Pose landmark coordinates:
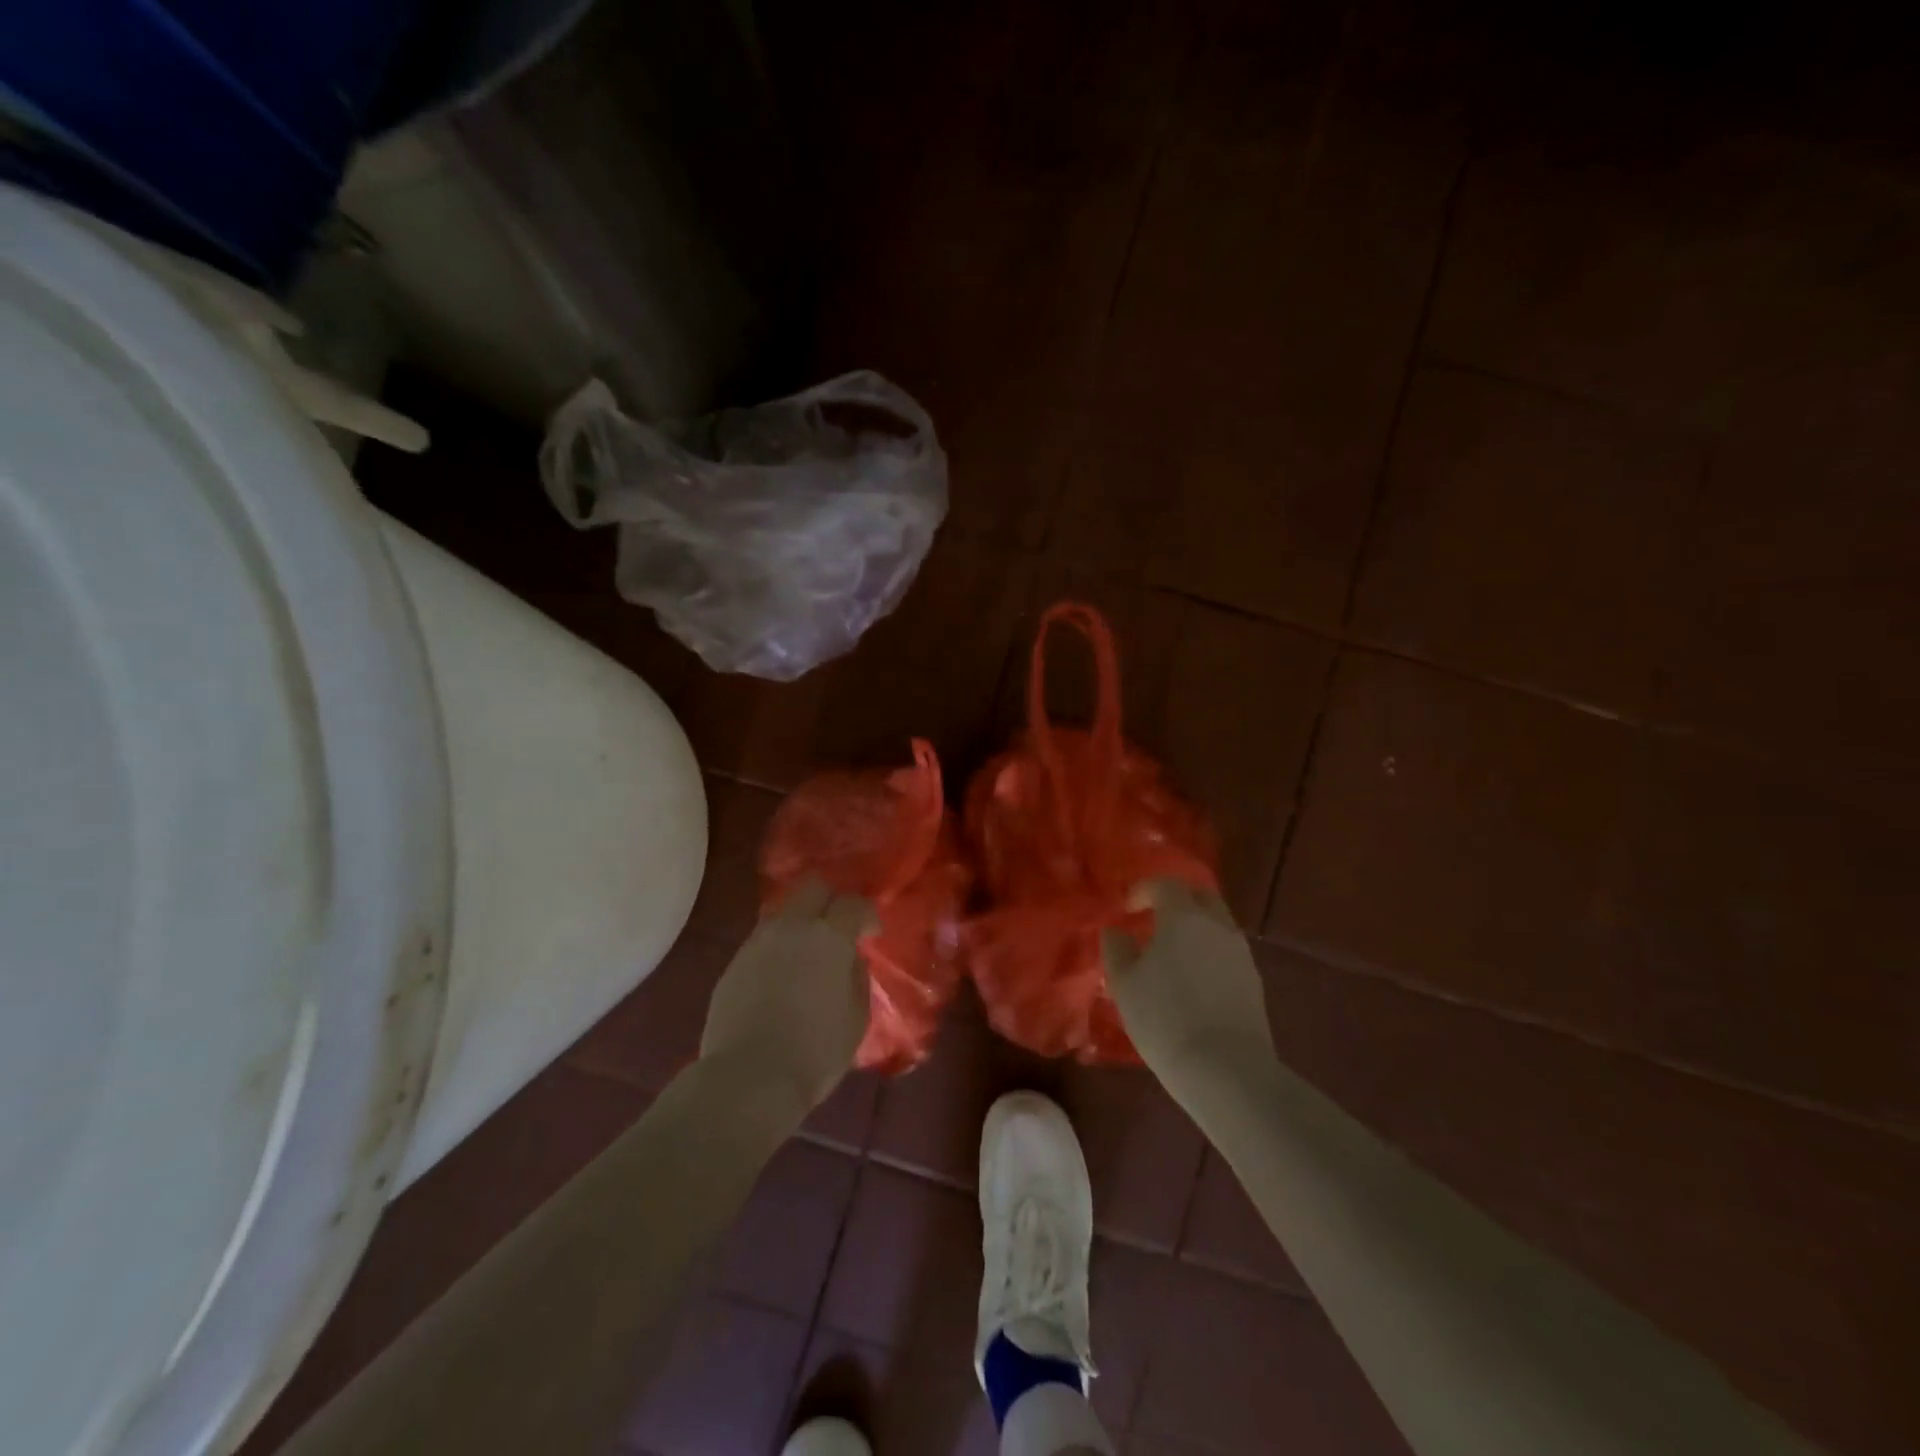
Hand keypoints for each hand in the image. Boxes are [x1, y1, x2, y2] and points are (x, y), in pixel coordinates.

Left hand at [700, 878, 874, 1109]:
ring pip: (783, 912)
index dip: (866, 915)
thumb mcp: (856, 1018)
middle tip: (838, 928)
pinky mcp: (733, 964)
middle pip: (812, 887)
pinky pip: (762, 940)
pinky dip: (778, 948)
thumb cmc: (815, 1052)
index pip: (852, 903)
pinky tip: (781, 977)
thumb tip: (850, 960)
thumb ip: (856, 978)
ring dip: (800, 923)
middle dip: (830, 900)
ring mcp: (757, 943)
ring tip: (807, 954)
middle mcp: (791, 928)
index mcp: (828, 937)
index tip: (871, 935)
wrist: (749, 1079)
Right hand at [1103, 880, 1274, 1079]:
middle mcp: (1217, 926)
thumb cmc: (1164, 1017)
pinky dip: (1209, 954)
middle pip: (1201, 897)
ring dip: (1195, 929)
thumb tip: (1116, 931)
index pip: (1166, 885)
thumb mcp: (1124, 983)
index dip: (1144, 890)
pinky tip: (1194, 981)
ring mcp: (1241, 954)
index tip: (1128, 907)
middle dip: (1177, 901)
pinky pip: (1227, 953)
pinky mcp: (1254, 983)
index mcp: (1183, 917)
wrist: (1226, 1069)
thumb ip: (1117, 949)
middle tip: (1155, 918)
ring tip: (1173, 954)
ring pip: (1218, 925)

Task:
The reply must match the records exactly, apart from the pictures, which are left out.

Exercise result:
Hand keypoints for each hand in the image. Boxes are [x1, y1, x2, y2] and points are (x, y), in pixel coordinates.

Left hand at [700, 878, 874, 1109]:
ring pip: (783, 912)
index dip: (866, 915)
thumb mcp: (856, 1018)
middle tip: (838, 928)
pinky mcp: (733, 964)
middle pip: (812, 887)
pinky pip: (762, 940)
pinky dip: (778, 948)
thumb cmc: (815, 1052)
index pip: (852, 903)
pinky tip: (781, 977)
thumb tip: (850, 960)
thumb ip: (856, 978)
ring dip: (800, 923)
middle dip: (830, 900)
ring mcp: (757, 943)
ring tip: (807, 954)
middle mcp: (791, 928)
index mcp: (828, 937)
index tip: (871, 935)
wrist: (749, 1079)
Right hand at [1103, 880, 1274, 1079]:
middle mcp: (1217, 926)
thumb cmc: (1164, 1017)
pinky dip: (1209, 954)
middle pip: (1201, 897)
ring dip: (1195, 929)
thumb tip: (1116, 931)
index pip: (1166, 885)
thumb mcp: (1124, 983)
index dip: (1144, 890)
pinky tip: (1194, 981)
ring mcp: (1241, 954)
index tip: (1128, 907)
middle dip: (1177, 901)
pinky pip: (1227, 953)
pinky mcp: (1254, 983)
index mcp: (1183, 917)
wrist: (1226, 1069)
thumb ip: (1117, 949)
middle tip: (1155, 918)
ring tip: (1173, 954)
ring pip: (1218, 925)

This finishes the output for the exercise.